The chairman of the Assembly’s elections committee says he is unsure who won Wisconsin’s presidential election and might support having the GOP-controlled Legislature try to flip Wisconsin’s 10 electoral votes from Joe Biden to Donald Trump. Republican Rep. Ron Tusler of Harrison, the chairman of the Assembly Committee on Campaigns and Elections, also said he would not vote early in person in the spring election, as he did in November, because he no longer believes the procedure is being conducted legally by officials around the state. Tusler’s committee plans to host a wide-ranging hearing Friday alongside a Senate committee to look into the Nov. 3 election, which Biden won by about 21,000 votes, a margin of 0.6 percentage points. The legislative hearing comes as courts in Wisconsin try to resolve lawsuits by Trump and his allies before the Electoral College casts ballots Monday. Meanwhile, one of Tusler’s colleagues warned of a revolt over the election and a Republican on the state Elections Commission said he had filed a complaint against Democratic Gov. Tony Evers for certifying the results. Trump and his backers have been trying without success to overturn the election, and officials from both parties, including U.S. Attorney General William Barr, have said they have not found any signs of widespread fraud that would change the outcome.
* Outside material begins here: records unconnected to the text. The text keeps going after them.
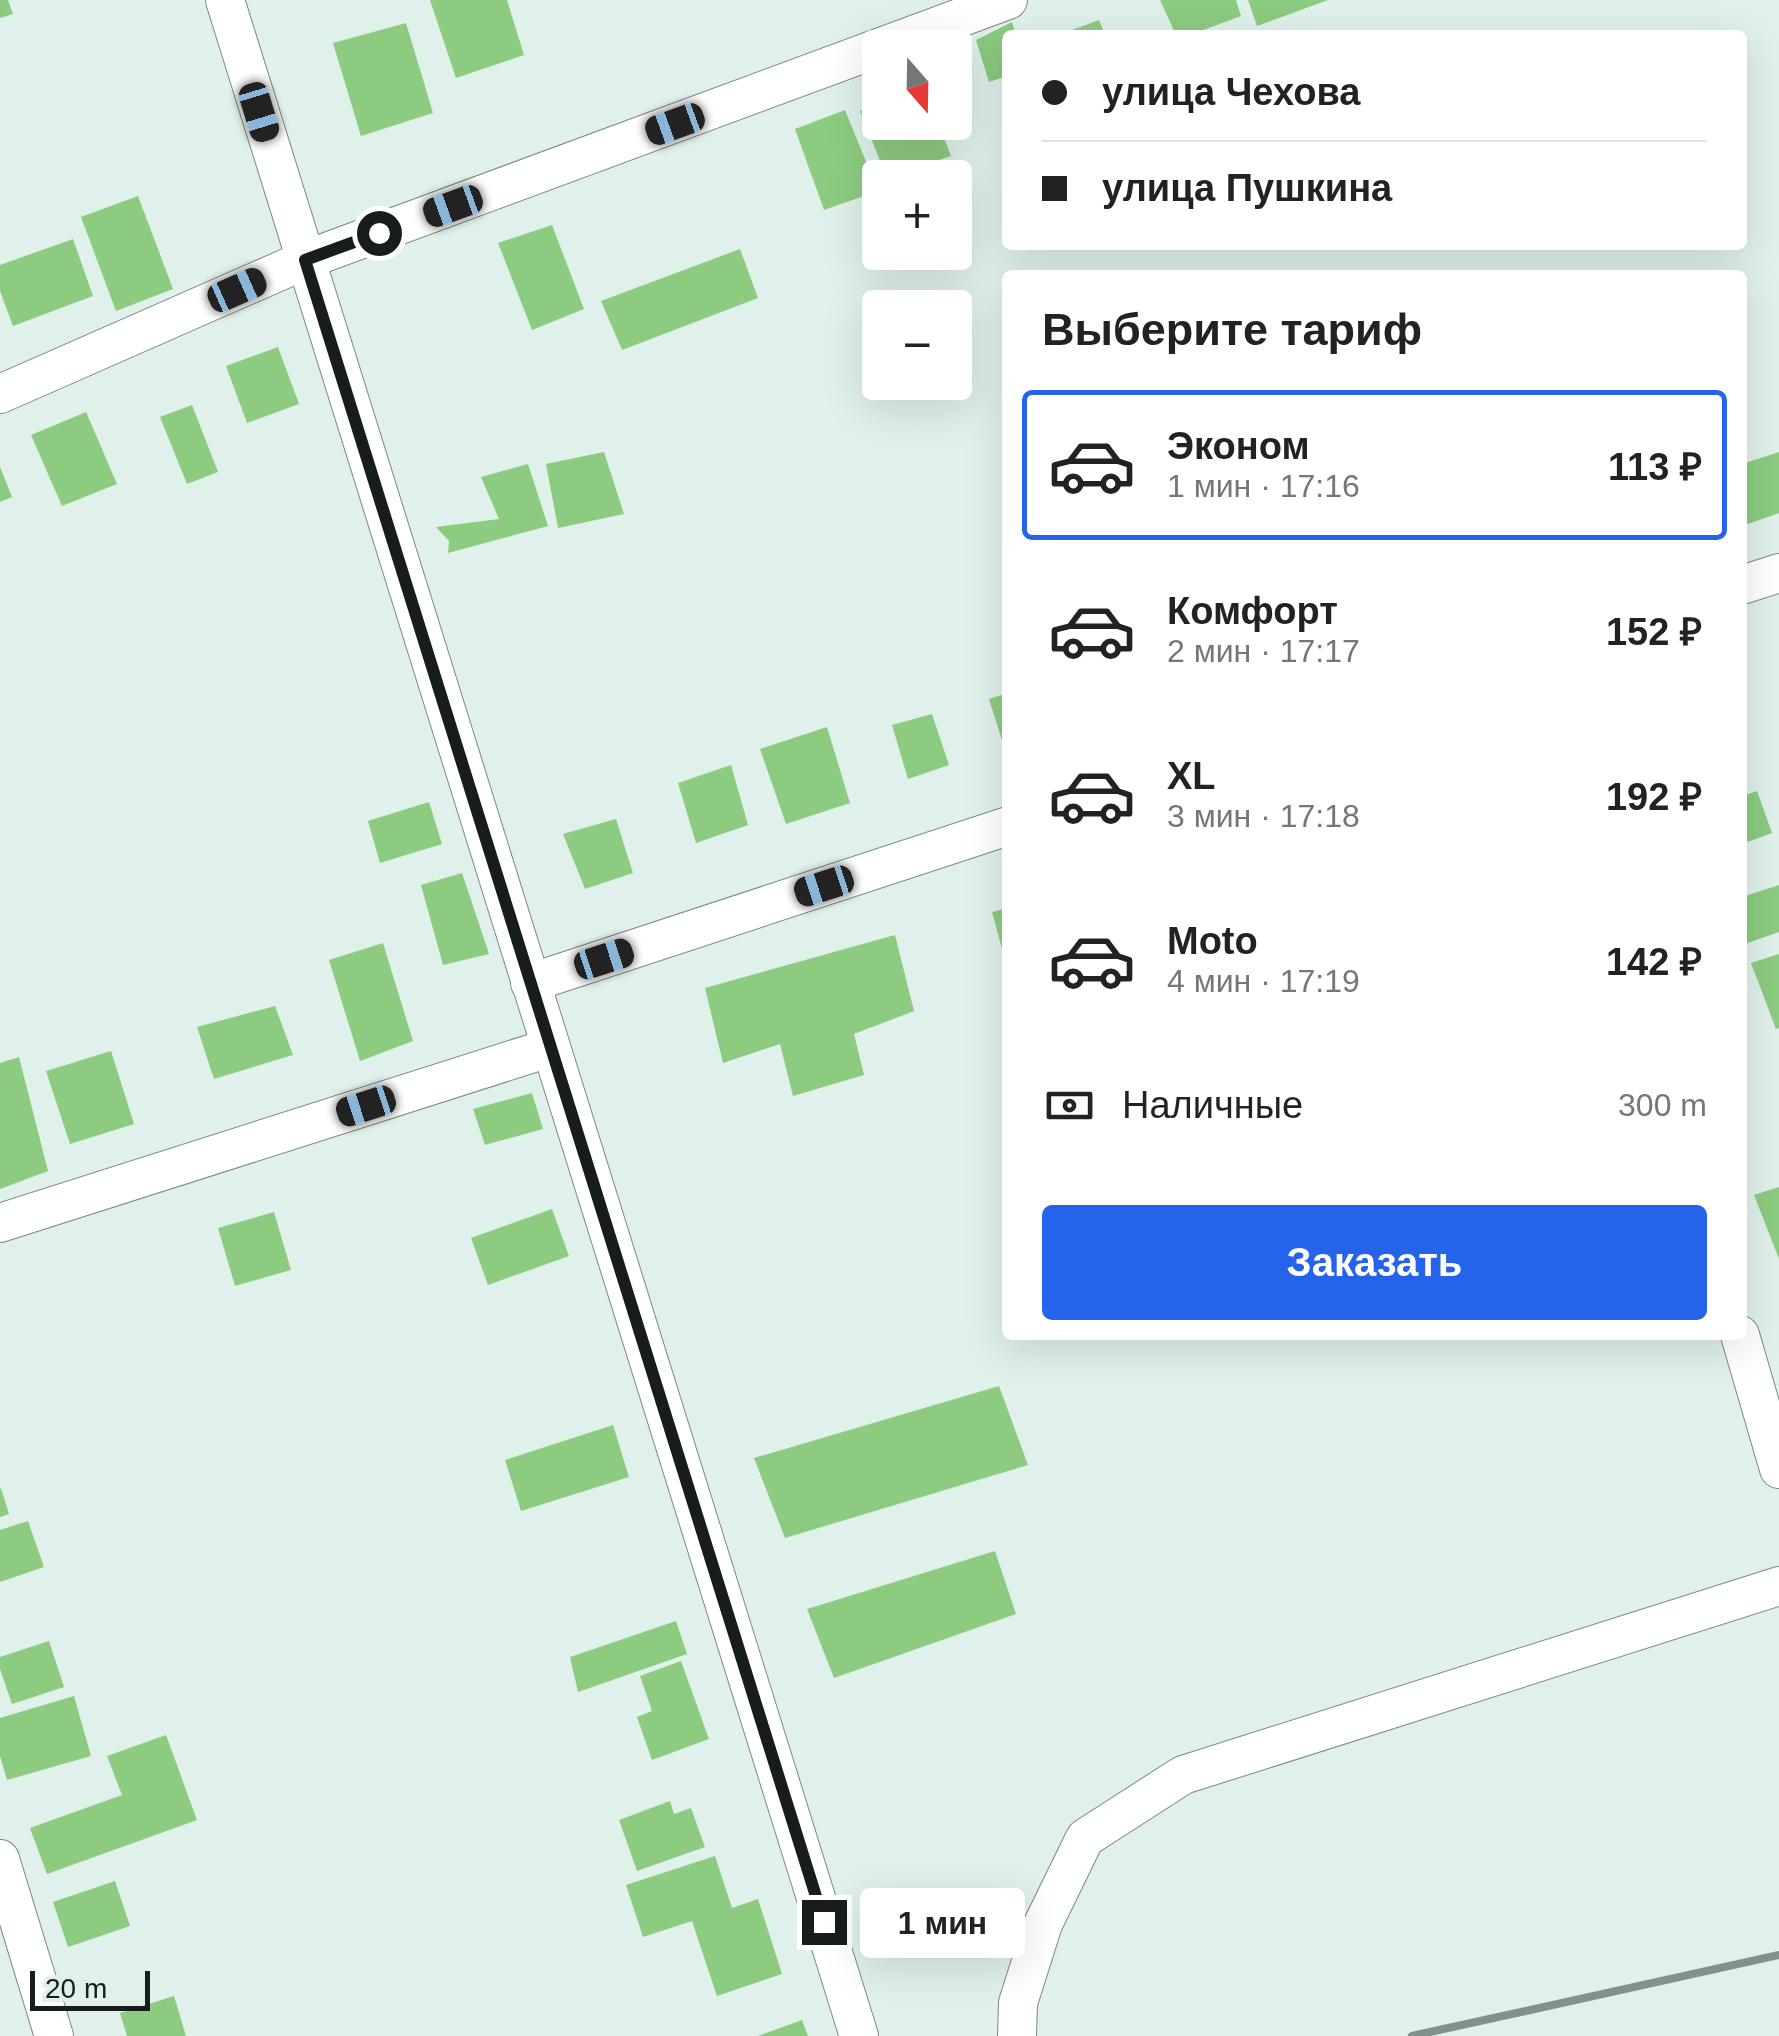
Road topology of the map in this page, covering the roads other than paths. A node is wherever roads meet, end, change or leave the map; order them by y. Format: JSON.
{"nodes":[{"id":1,"x":225,"y":0,"type":"edge"},
{"id":2,"x":1008,"y":0,"type":"edge"},
{"id":3,"x":305,"y":260,"type":"junction"},
{"id":4,"x":0,"y":394,"type":"edge"},
{"id":5,"x":1779,"y":573,"type":"edge"},
{"id":6,"x":1747,"y":583,"type":"edge"},
{"id":7,"x":1002,"y":828,"type":"edge"},
{"id":8,"x":530,"y":983,"type":"junction"},
{"id":9,"x":549,"y":1048,"type":"junction"},
{"id":10,"x":0,"y":1222,"type":"edge"},
{"id":11,"x":1741,"y":1340,"type":"edge"},
{"id":12,"x":1779,"y":1469,"type":"edge"},
{"id":13,"x":1779,"y":1586,"type":"edge"},
{"id":14,"x":0,"y":1859,"type":"edge"},
{"id":15,"x":54,"y":2036,"type":"edge"},
{"id":16,"x":859,"y":2036,"type":"edge"},
{"id":17,"x":1017,"y":2036,"type":"edge"}],
"edges":[{"from":1,"to":3,"type":"street"},
{"from":2,"to":3,"type":"street"},
{"from":3,"to":4,"type":"street"},
{"from":3,"to":8,"type":"street"},
{"from":5,"to":6,"type":"street"},
{"from":7,"to":8,"type":"street"},
{"from":8,"to":9,"type":"street"},
{"from":9,"to":10,"type":"street"},
{"from":9,"to":16,"type":"street"},
{"from":11,"to":12,"type":"street"},
{"from":13,"to":17,"type":"street"},
{"from":14,"to":15,"type":"street"}]}
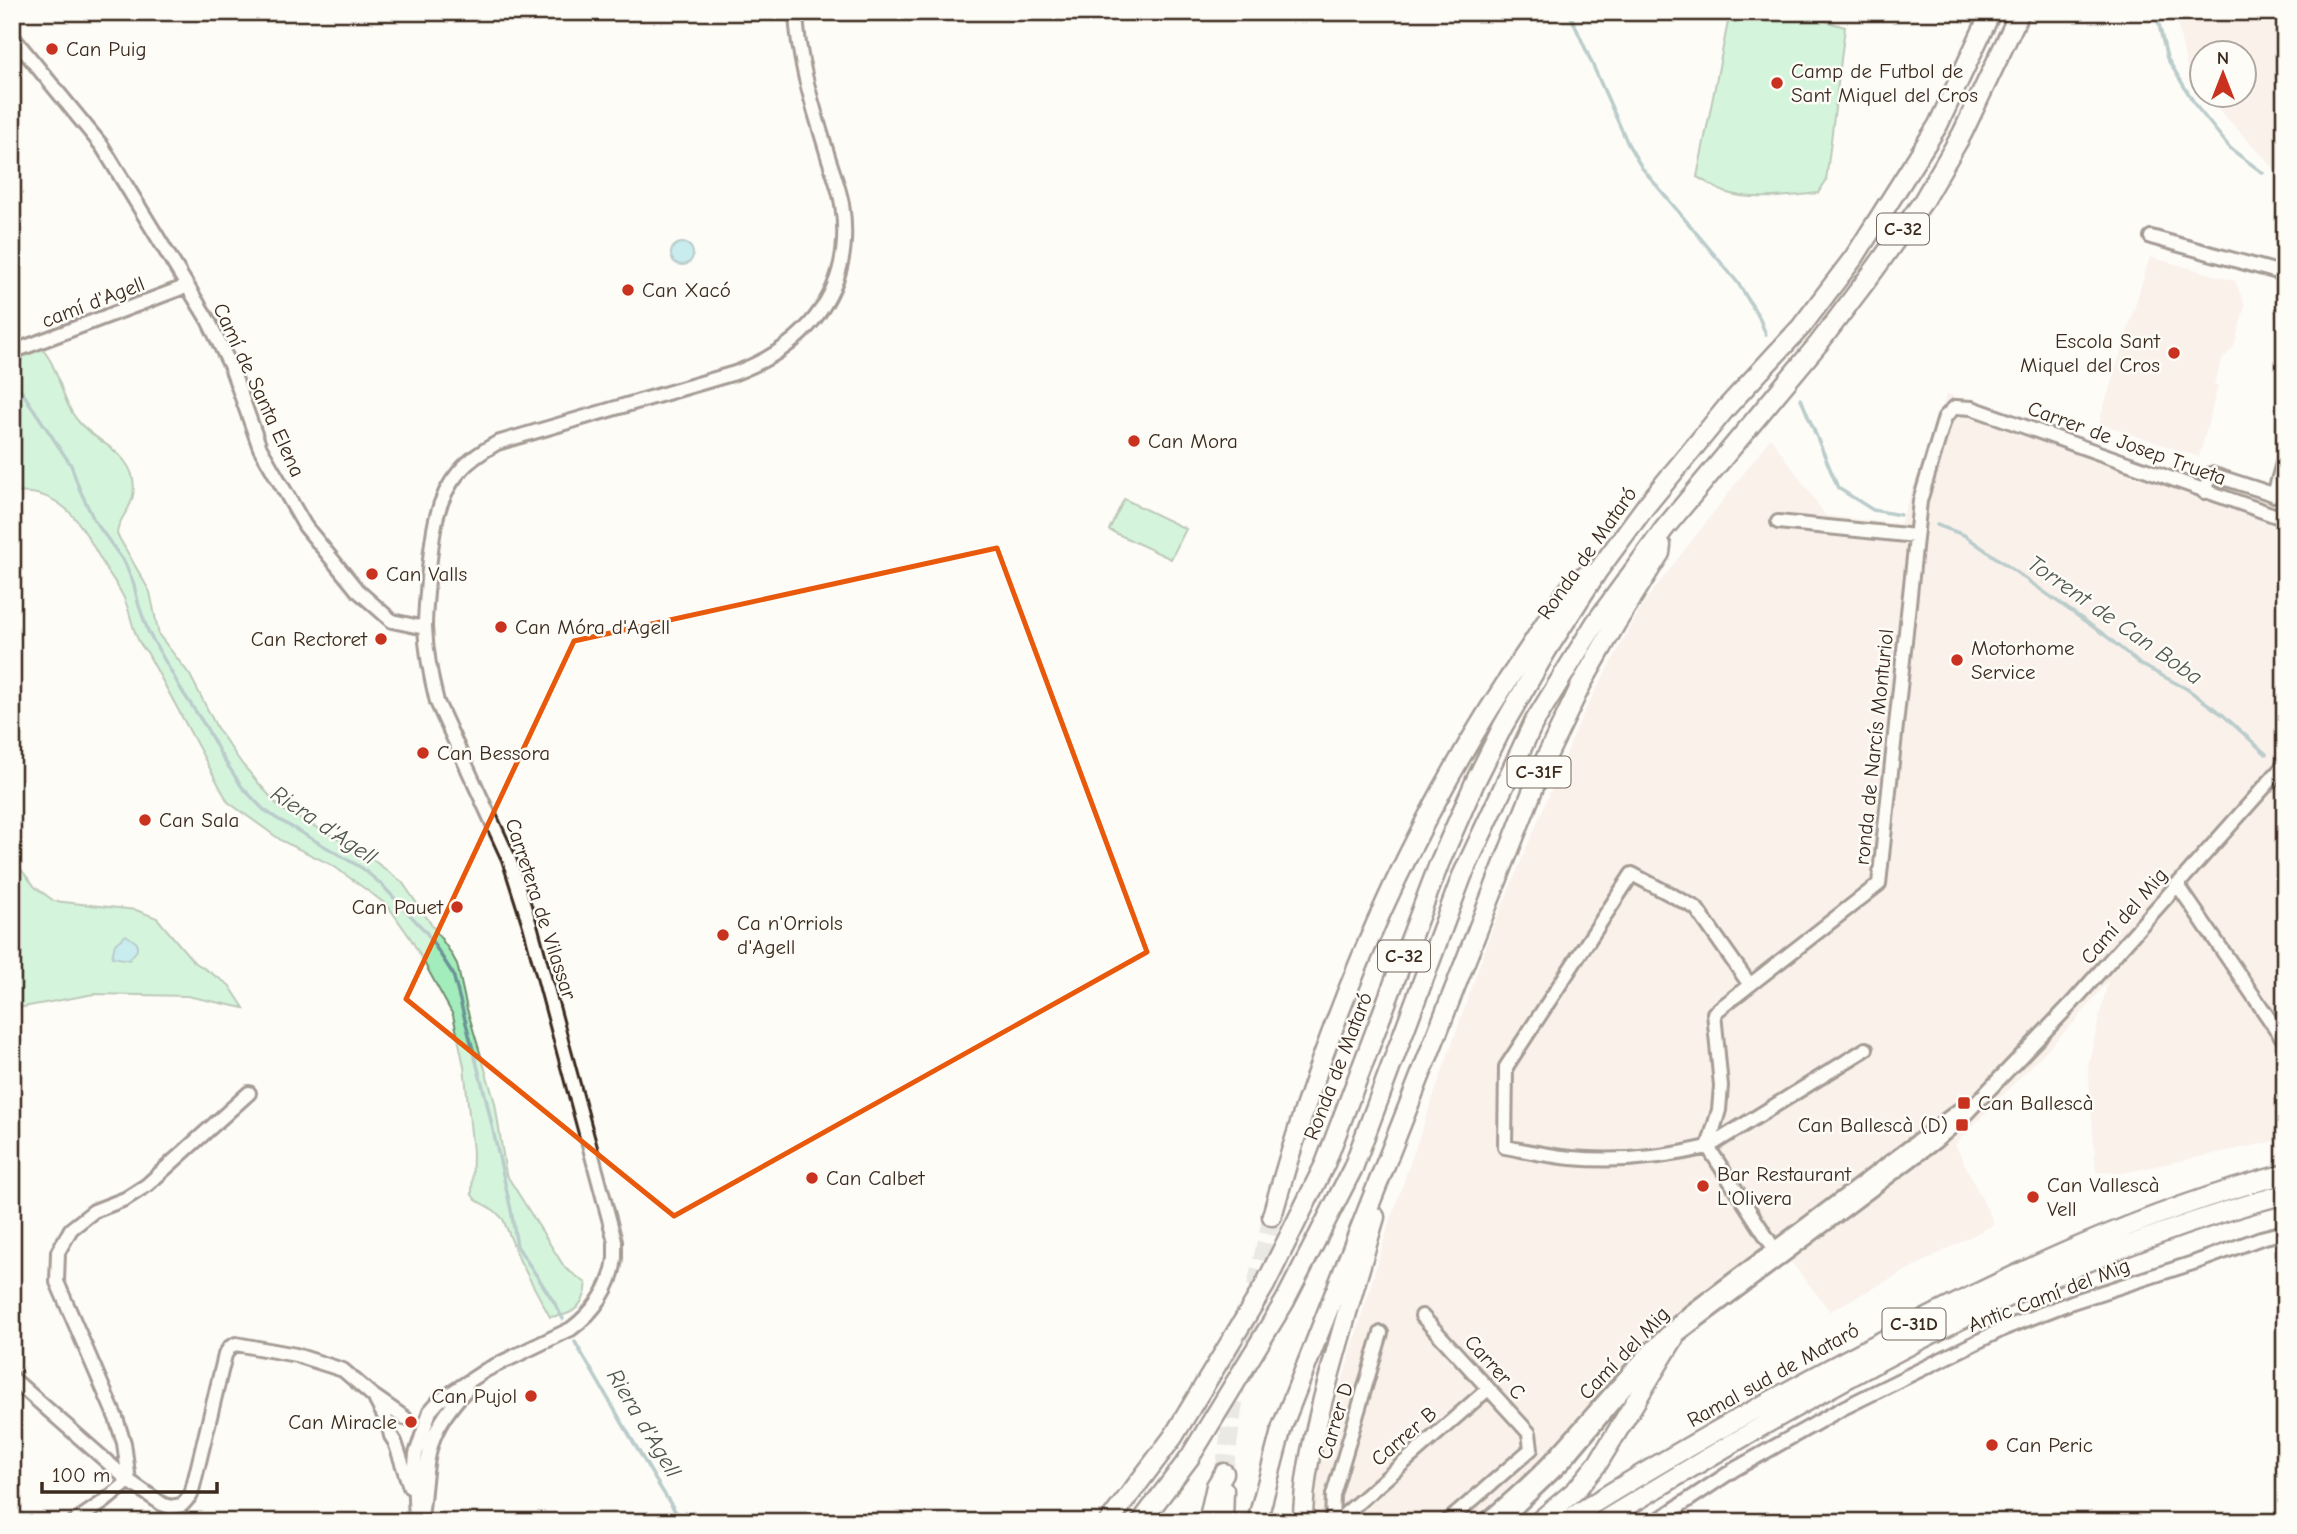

Trump last month fired cybersecurity chief Christopher Krebs after he announced the election was the most secure in the country’s history. In an interview with the Milwaukee Journal Sentinel, Tusler wouldn’t say whether he agreed with election officials who found Biden won Wisconsin.

Full Article: GOP head of elections panel won’t acknowledge Biden’s win in Wisconsin

Texas files an audacious suit with the Supreme Court challenging the election results. | Adam Liptak/The New York Times

The state of Texas filed an audacious lawsuit in the Supreme Court on Tuesday against four other states, asking the justices to extend the Dec. 14 deadline for certification of presidential electors. The suit, filed by the state’s attorney general, Ken Paxton, said Georgia, Michigan, Pennsylvania and Wisconsin had engaged in election irregularities that require investigation, and it asked the court to “enjoin the use of unlawful election results without review and ratification by the defendant states’ legislatures.” Legal experts called the suit outlandish, and it comes at a time when Mr. Paxton is battling a scandal in his own state over whistle-blower allegations that he engaged in bribery and other wrongdoing to illegally help a wealthy Austin real estate developer and political donor. “It looks like we have a new leader in the ‘craziest lawsuit filed to purportedly challenge the election’ category,” Stephen I. Vladeck, a law professor at the University of Texas, wrote on Twitter. The Constitution gives the Supreme Court “original jurisdiction” to hear disputes “in which a state shall be party.” In such cases, the Supreme Court acts much like a trial court, appointing a special master to hear evidence and issue recommendations. Though the Constitution seems to require the court to hear cases brought by states, the court has ruled that it has discretion to turn them down and often does. When the court does exercise its original jurisdiction, it is usually to adjudicate disputes between two states over issues like water rights. In 2016, the justices turned down a request from Nebraska and Oklahoma to file a challenge to Colorado’s legalization of recreational marijuana. The states said the Colorado law had spillover effects, taxing neighboring states’ criminal justice systems and hurting the health of their residents.